In Utah, accountability came not from the commission but from political pressure. That distinction matters.
Hagen's resignation gives Cox the opportunity to appoint a replacement to the five-member court. Just The News reported that her departure could affect the court's ideological balance, a significant consideration given that the redistricting case at the center of the controversy touched on how Utah draws its congressional districts.
The redistricting lawsuit involved Proposition 4, the 2018 ballot measure that sought to require an independent commission to redraw congressional maps. Reymann represented the anti-redistricting plaintiffs in that case. The fact that a justice on the court hearing the case had an undisclosed personal relationship with one of the lead attorneys, regardless of whether she ultimately recused, raises the kind of conflict-of-interest question that can taint public confidence in a ruling for years.
Hagen served less than four years on the bench. Her tenure will now be remembered not for her jurisprudence but for the circumstances of her exit. The court itself faces broader institutional scrutiny at a time when Supreme Court justices at the federal level are set to face Congress on budget matters for the first time in years, a sign that the judiciary's insulation from political accountability is thinning everywhere.

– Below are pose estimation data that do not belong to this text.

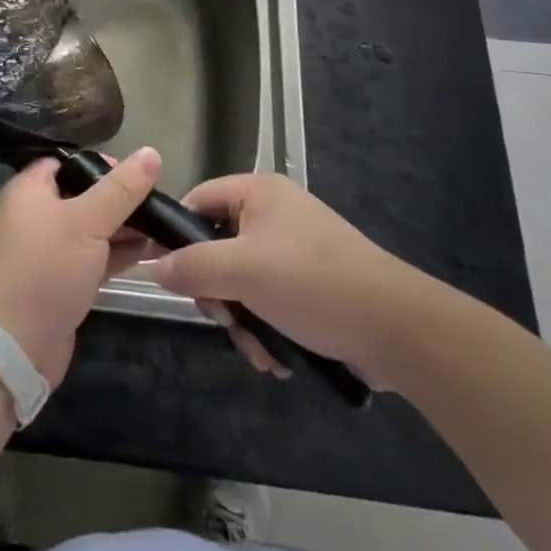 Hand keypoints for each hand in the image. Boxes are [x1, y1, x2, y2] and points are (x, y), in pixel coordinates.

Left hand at [0, 149, 161, 386]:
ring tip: (162, 228)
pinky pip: (92, 258)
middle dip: (120, 199)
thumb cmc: (46, 267)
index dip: (100, 164)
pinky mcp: (60, 283)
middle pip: (83, 196)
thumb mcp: (87, 220)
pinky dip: (116, 254)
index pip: (66, 162)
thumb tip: (151, 152)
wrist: (14, 345)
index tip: (136, 173)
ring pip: (91, 230)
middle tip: (157, 202)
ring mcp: (47, 252)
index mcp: (30, 190)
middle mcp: (35, 216)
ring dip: (123, 229)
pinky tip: (149, 253)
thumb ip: (121, 189)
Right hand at [149, 174, 439, 390]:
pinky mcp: (313, 284)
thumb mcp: (242, 271)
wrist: (396, 327)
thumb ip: (192, 266)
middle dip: (218, 293)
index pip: (198, 200)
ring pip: (242, 282)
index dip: (176, 235)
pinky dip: (267, 329)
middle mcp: (275, 213)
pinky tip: (279, 357)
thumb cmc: (311, 283)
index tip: (167, 275)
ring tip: (261, 350)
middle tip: (225, 318)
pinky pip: (270, 300)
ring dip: (244, 321)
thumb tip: (153, 267)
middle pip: (218, 247)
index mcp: (258, 192)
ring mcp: (296, 250) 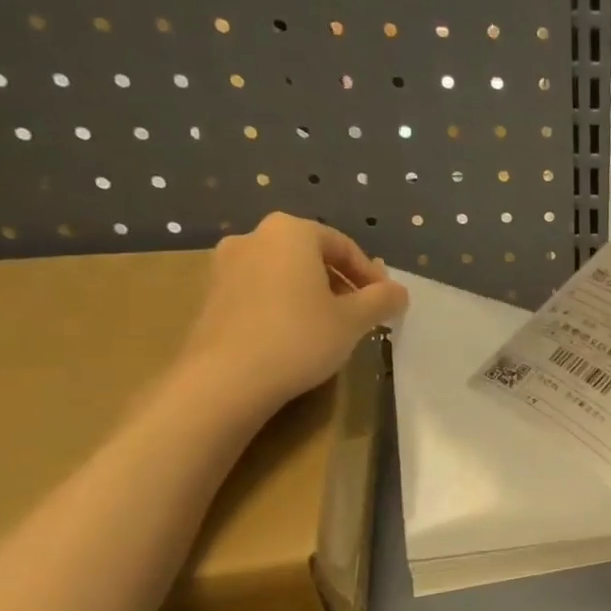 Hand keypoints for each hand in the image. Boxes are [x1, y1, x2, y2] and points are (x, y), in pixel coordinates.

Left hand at [177, 213, 408, 416]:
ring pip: (285, 273)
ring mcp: (225, 265)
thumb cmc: (300, 337)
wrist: (226, 379)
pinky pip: (261, 291)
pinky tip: (297, 336)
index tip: (386, 302)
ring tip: (332, 327)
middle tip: (362, 314)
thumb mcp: (355, 320)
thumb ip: (382, 299)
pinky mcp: (211, 295)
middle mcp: (253, 237)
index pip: (344, 245)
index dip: (371, 275)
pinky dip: (285, 305)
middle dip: (341, 282)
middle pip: (311, 256)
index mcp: (290, 232)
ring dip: (313, 294)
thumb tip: (399, 292) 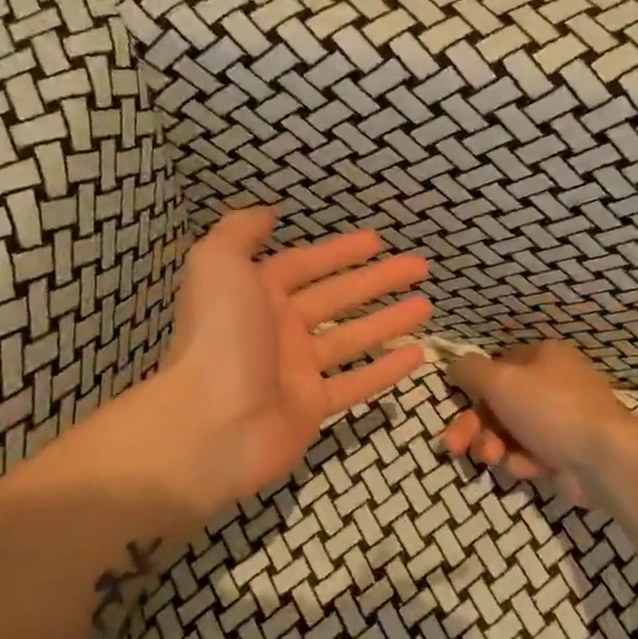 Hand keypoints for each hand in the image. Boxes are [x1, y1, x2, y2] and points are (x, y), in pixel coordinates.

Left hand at [153, 207, 430, 514]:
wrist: (211, 424)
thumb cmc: (220, 337)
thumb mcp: (218, 265)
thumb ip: (239, 233)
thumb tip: (266, 214)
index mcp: (256, 293)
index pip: (305, 265)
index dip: (339, 251)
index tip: (378, 240)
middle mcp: (278, 329)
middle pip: (336, 297)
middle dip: (377, 280)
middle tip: (420, 267)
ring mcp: (296, 371)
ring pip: (351, 338)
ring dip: (388, 321)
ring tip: (427, 306)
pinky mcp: (311, 408)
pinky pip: (356, 383)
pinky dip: (386, 370)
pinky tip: (417, 355)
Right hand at [438, 341, 634, 501]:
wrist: (603, 458)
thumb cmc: (550, 408)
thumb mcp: (500, 380)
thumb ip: (470, 370)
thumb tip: (453, 365)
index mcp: (544, 357)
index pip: (497, 367)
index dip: (473, 389)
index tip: (454, 407)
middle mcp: (554, 384)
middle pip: (498, 404)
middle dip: (474, 427)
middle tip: (455, 446)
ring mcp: (561, 420)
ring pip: (509, 432)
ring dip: (492, 446)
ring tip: (492, 459)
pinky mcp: (565, 453)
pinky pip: (530, 454)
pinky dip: (523, 461)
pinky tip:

Hagen denied wrongdoing. Reymann denied wrongdoing. The Judicial Conduct Commission looked into the matter and apparently moved on. And yet the governor, the chief justice, and Republican legislative leaders all concluded that something was wrong enough to warrant an independent investigation and potential structural reform of the commission itself.
That gap, between the commission's initial pass and the political leadership's alarm, is the real story. It suggests a system that was either unwilling or unable to police its own. When a watchdog declines to bark, the public has every reason to wonder who it is protecting.
The controversy also underscores the stakes when personal entanglements intersect with cases of genuine public consequence. Congressional redistricting shapes political representation for millions of voters. The integrity of the court that adjudicates those disputes cannot be a secondary concern. Voters who approved Proposition 4 in 2018 did so expecting fair adjudication if the measure ever reached the courts. They deserved better than uncertainty about whether a justice's personal life compromised that process.
Political debates over the legitimacy and accountability of courts have grown louder across the country. Utah's episode is a reminder that those debates are not always partisan theater. Sometimes the concerns are grounded in specific, documented failures.
Several open questions remain. What specific complaints were filed with the Judicial Conduct Commission, and what did its earlier review actually find? Who would conduct the independent investigation that state leaders called for, and what authority would it carry? And what reforms, if any, will Cox and Durrant actually deliver, or will the joint statement prove to be the final word?
Legal institutions depend on trust. Trust depends on transparency. And transparency, in this case, came only after political leaders forced the issue, not because the system designed to ensure it did its job. That pattern has played out in other high-profile legal battles where the normal channels failed and outside pressure became the only path to accountability.
Cox now has a vacancy to fill and a commission to reform. The people of Utah are watching to see whether their leaders follow through, or whether the system quietly returns to business as usual.
When the watchdog won't act, the public has to. That's not how the system is supposed to work. But in Utah, it's the only thing that did.